4) My "Koran" is the Constitution of the United States, including specifically the 14th Amendment. Read it sometime. You seem to paraphrase one clause of the 1st Amendment, and to focus in a binary way on that, while misapplying it. You seem to ignore centuries of law regarding defamation, advocating the violent overthrow of the government, fighting words and yelling fire in a crowded theater, etc. There has always been accountability for free speech, according to our social contract, which you now call the founding "Koran" of our country.
5) You have not explained how you would react if a neighbor spent $1,000 to take away your marriage. Methinks the lady doth protest too little. At a minimum, you'd probably think he's nuts, and you wouldn't trust him.
6) You have not acknowledged that (a) he was not forced out of Mozilla, and (b) people within Mozilla had other reasons for opposing him as CEO. To the contrary, in your excessively binary way, you illustrate the Backfire Effect by amplifying your false claim, now adding it was "solely and explicitly" because of the reason you have chosen to focus on. Perhaps you should read what Mozila board members said:

"Three Mozilla board members—including former CEOs—step down [Updated]
Resignations tendered last week, blamed on Mozilla not choosing an outside hire.
***
Fallout over Mozilla Corporation's hire of Brendan Eich as CEO led to the resignation of three board members, two of whom were former Mozilla CEOs. Today, The Wall Street Journal reported that former Mozilla CEO Gary Kovacs, along with two other board members, stepped down last week in response to Eich's controversial hire.

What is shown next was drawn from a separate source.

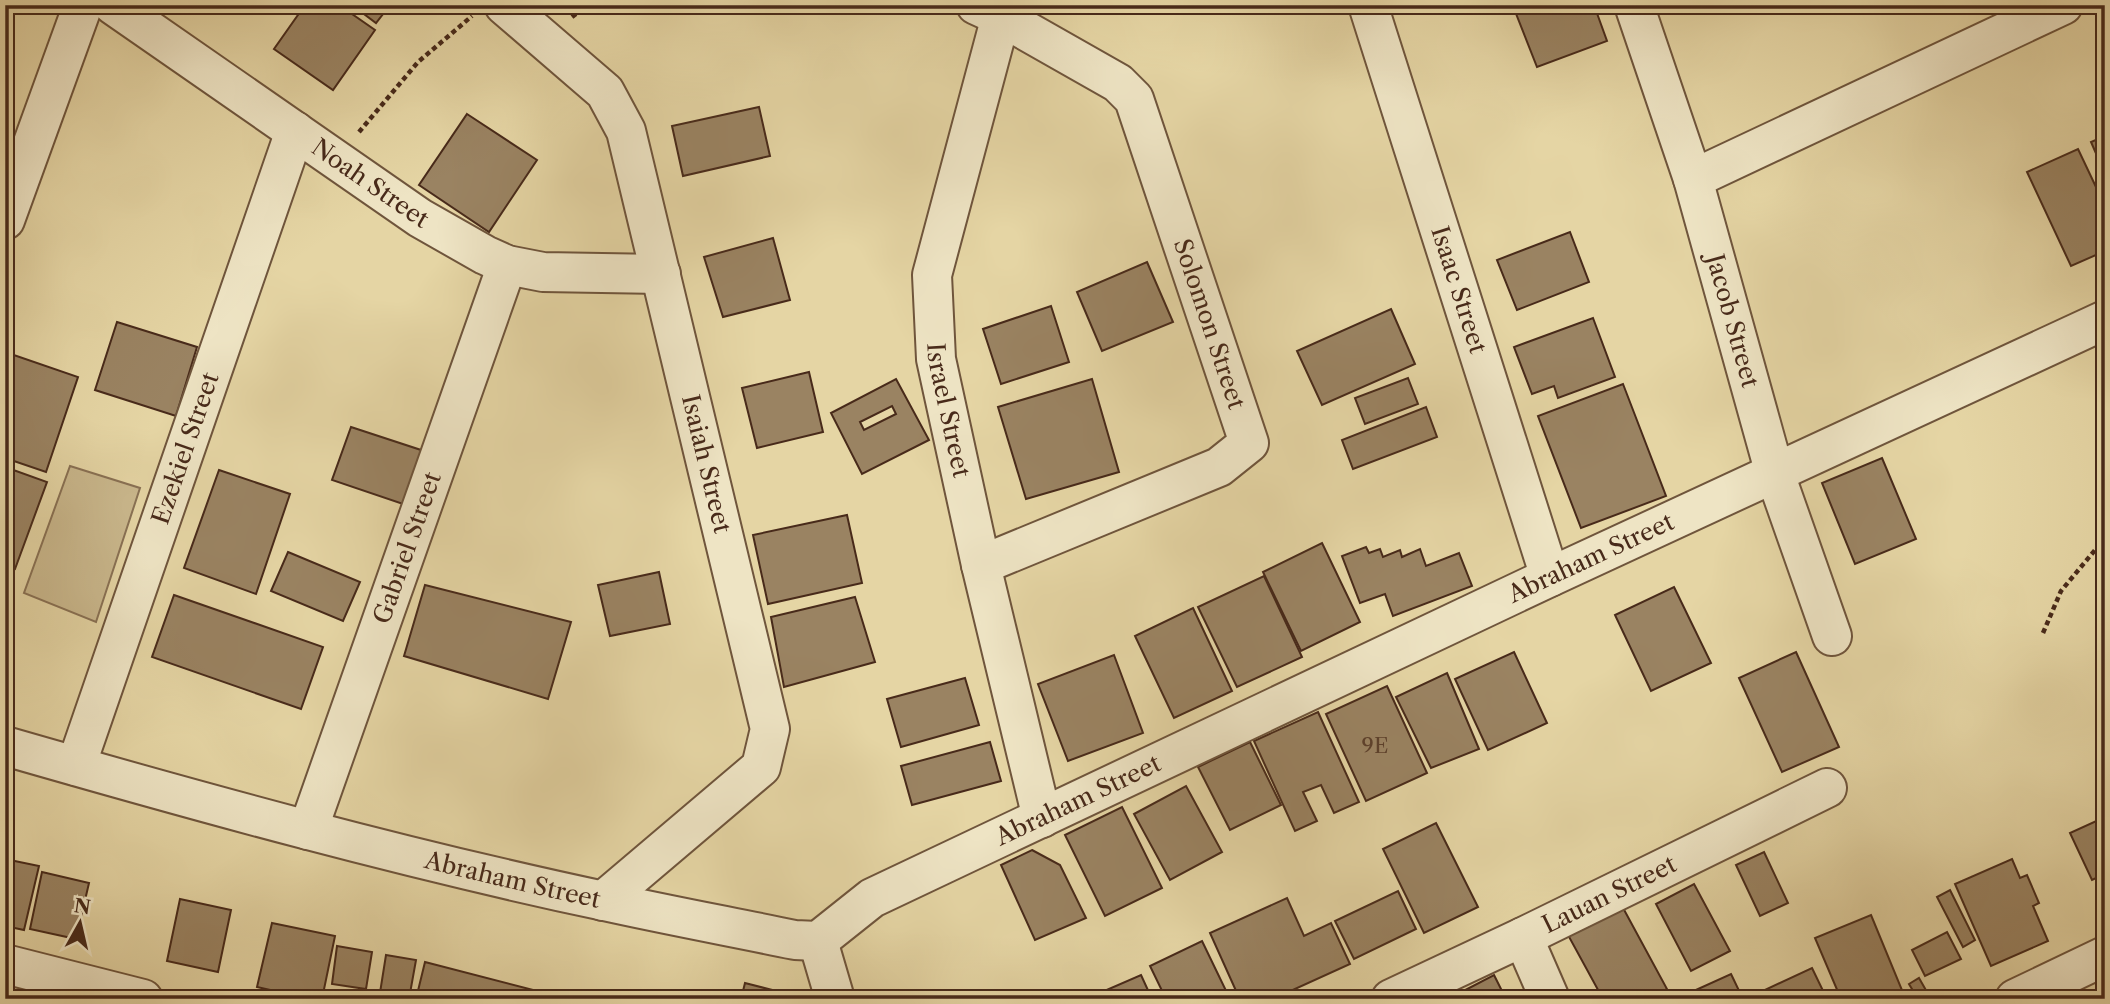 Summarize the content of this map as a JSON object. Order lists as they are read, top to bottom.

Kovacs, who departed the CEO post last April to take up the same job at AVG Technologies, was joined in tendering his resignation from the board by Shmoop CEO Ellen Siminoff and Greylock partner John Lilly, himself also a former Mozilla Corporation CEO. According to anonymous sources cited by the Journal, Kovacs and co. resigned because they had sought an outside hire to work alongside Eich (then-CTO) and Mozilla co-founder Mitchell Baker. Eich's financial support of Proposition 8, a 2008 ballot initiative to ban gay marriage in California, was not mentioned as a reason for their resignations.
***
Yesterday, Mozilla Foundation Executive Director Mark Surman issued a statement to Ars in response to employees speaking out against Eich's hiring. "Our culture of openness extends to letting our staff and community be candid about their views on Mozilla’s direction," Surman wrote. "We're proud of that inclusiveness and how it distinguishes Mozilla from most organizations."
***
Update: On Saturday, a Mozilla spokesperson forwarded a statement to Ars: "The three board members ended their terms last week for a variety of reasons. Two had been planning to leave for some time, one since January and one explicitly at the end of the CEO search, regardless of the person selected." The representative offered no further clarification.

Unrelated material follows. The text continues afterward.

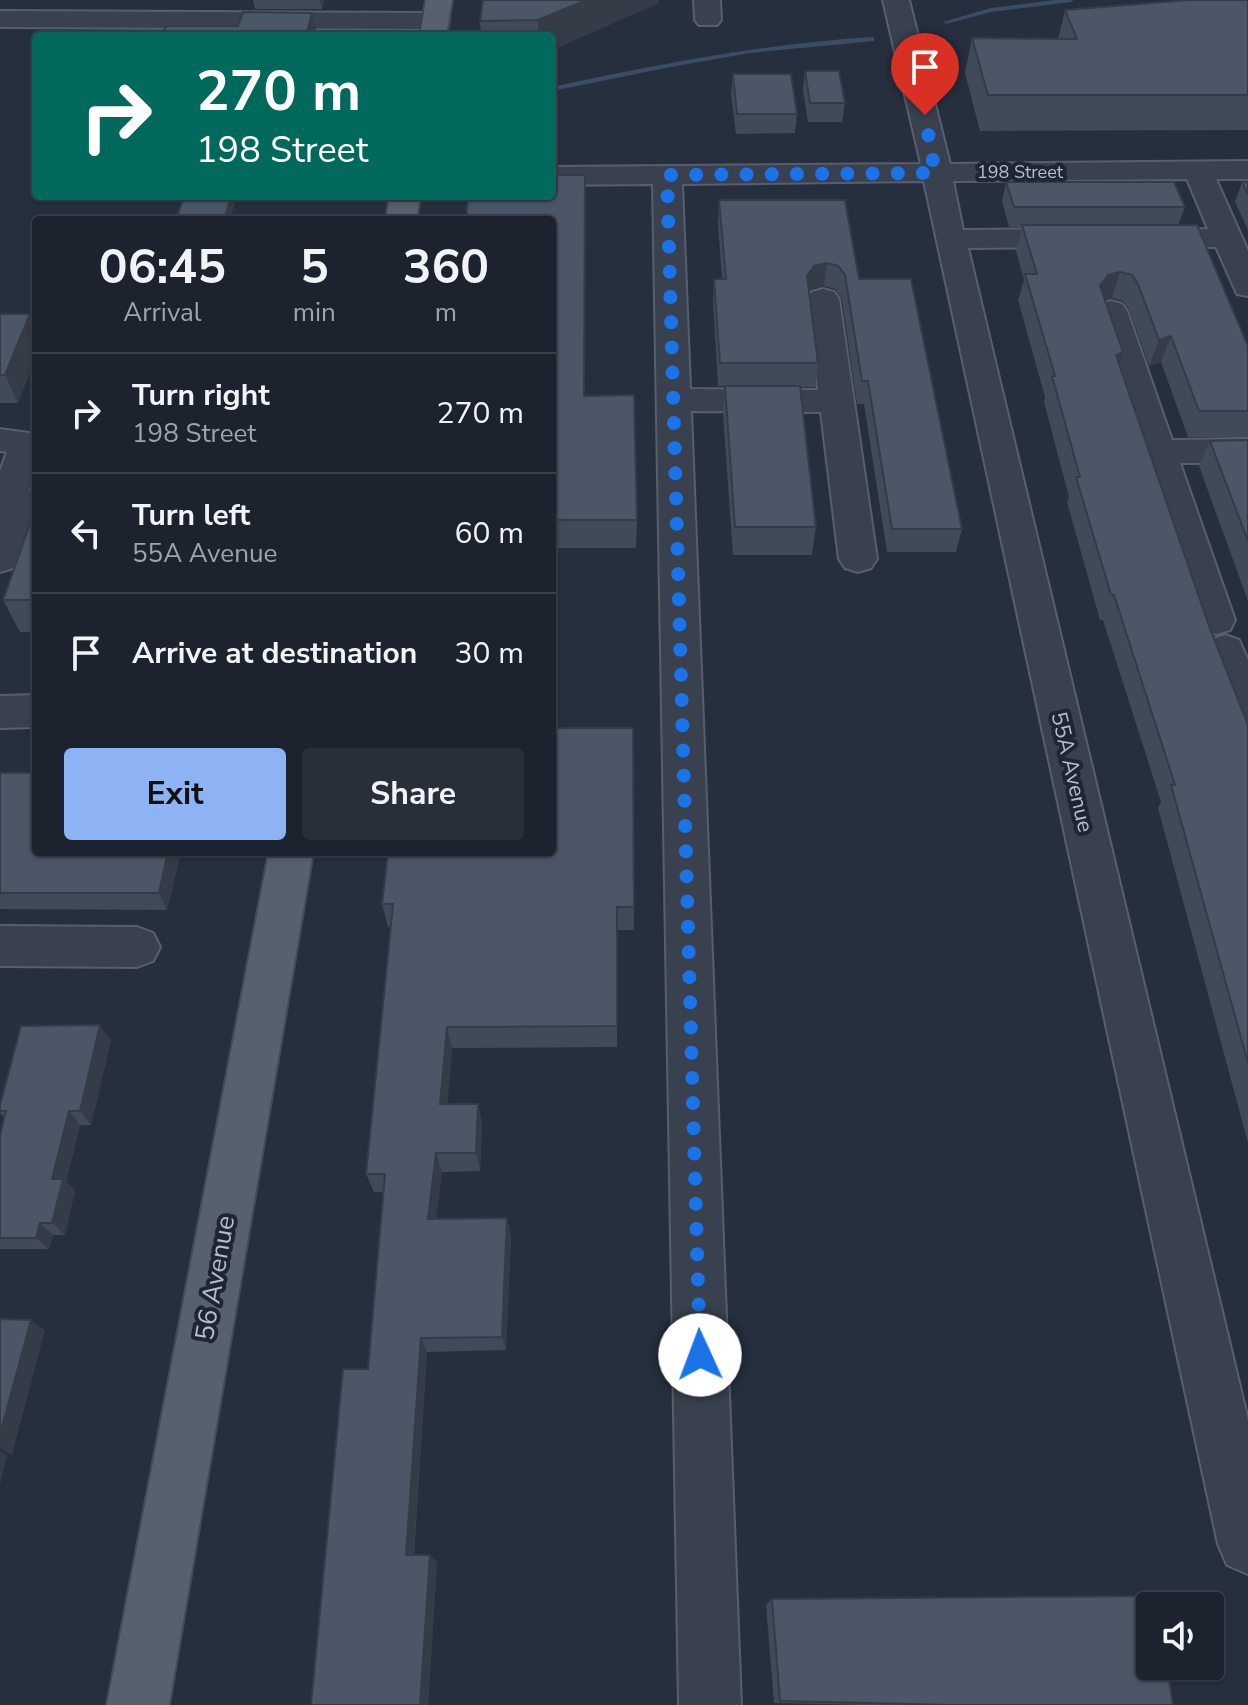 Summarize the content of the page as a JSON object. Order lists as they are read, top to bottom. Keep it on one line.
{"streets":{"main road":["56 Avenue"],"street":["198 Street","55A Avenue"]},"crossings":[["198 Street","55A Avenue"]],"page":{"turn":["270 m","198 Street"],"eta":["06:45","Arrival","5","min","360","m"],"list":[{"name":"Turn right","note":"198 Street","value":"270 m"},{"name":"Turn left","note":"55A Avenue","value":"60 m"},{"name":"Arrive at destination","value":"30 m"}],"buttons":["Exit","Share"]}}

That contradicts your narrative, and exposes a contradiction in your "free speech" Koran. Eich can say what he believes, government didn't censor him, but other people can say what they believe too. Mozilla depends on volunteers, who have other things to do with their time, and the voluntary cooperation of other companies, who have choices of their own. I have a right to say that I don't trust a person who puts his religion above of other people's rights at law. Maybe you should focus on Donald Sterling, who at least didn't use his money to finance a campaign to take away other people's fundamental rights.